[Data under study Boundary: Start]

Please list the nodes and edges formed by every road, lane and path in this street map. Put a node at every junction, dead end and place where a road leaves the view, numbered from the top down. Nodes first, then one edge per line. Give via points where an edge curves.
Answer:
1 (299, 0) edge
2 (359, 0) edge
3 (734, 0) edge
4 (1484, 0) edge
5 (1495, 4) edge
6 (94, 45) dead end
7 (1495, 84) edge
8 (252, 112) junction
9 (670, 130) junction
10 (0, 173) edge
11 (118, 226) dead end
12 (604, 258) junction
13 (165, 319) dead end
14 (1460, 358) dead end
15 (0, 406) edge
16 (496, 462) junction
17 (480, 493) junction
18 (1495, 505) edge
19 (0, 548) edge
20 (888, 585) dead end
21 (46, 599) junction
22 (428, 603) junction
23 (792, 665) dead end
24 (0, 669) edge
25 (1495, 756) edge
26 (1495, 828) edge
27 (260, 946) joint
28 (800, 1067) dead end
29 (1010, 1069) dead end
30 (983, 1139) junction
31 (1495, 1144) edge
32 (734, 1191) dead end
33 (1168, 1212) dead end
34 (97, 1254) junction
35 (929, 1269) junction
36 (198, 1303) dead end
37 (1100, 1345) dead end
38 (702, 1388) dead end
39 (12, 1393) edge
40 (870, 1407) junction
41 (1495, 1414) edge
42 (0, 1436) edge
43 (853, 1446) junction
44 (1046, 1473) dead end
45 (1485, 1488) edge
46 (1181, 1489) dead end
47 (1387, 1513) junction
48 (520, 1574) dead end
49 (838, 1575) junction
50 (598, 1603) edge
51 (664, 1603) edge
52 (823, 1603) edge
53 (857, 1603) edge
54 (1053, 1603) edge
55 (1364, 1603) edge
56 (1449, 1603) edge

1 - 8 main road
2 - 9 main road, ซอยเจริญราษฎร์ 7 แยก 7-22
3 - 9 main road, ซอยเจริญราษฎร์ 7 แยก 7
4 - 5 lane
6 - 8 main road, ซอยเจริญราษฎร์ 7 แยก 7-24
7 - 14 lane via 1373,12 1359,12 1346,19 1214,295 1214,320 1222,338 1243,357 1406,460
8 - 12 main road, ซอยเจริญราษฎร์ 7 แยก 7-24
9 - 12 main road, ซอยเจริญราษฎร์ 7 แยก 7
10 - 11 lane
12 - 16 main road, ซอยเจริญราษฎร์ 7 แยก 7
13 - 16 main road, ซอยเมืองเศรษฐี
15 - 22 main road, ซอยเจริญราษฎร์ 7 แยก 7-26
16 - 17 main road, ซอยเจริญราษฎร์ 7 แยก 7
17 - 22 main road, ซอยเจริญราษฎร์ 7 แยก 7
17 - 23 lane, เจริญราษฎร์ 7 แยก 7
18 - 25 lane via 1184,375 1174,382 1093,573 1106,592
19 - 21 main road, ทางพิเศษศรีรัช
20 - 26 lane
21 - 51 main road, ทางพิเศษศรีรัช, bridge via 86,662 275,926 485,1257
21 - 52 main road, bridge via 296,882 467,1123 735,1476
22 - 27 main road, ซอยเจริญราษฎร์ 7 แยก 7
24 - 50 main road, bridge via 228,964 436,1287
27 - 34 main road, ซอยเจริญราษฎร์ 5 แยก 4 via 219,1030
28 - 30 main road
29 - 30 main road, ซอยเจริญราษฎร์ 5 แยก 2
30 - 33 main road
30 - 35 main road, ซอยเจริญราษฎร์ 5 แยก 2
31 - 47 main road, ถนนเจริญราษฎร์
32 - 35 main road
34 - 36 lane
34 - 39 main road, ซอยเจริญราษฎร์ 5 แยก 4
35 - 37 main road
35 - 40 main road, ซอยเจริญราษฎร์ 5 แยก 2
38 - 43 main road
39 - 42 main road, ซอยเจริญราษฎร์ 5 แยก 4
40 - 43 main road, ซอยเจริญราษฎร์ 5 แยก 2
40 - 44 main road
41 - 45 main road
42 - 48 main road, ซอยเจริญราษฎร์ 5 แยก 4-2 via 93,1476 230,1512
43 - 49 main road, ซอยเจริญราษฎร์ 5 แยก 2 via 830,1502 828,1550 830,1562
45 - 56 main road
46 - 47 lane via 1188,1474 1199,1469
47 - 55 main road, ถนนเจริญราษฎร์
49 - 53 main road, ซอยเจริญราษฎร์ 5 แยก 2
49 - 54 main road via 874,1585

[Data under study Boundary: End]

• Work item: What lines above mention "lane"? Copy each one.

• Answer space:
Please list the nodes and edges formed by every road, lane and path in this street map. Put a node at every junction, dead end and place where a road leaves the view, numbered from the top down. Nodes first, then one edge per line. Give via points where an edge curves.
4 - 5 lane
7 - 14 lane via 1373,12 1359,12 1346,19 1214,295 1214,320 1222,338 1243,357 1406,460
10 - 11 lane
17 - 23 lane, เจริญราษฎร์ 7 แยก 7
18 - 25 lane via 1184,375 1174,382 1093,573 1106,592
20 - 26 lane
34 - 36 lane
46 - 47 lane via 1188,1474 1199,1469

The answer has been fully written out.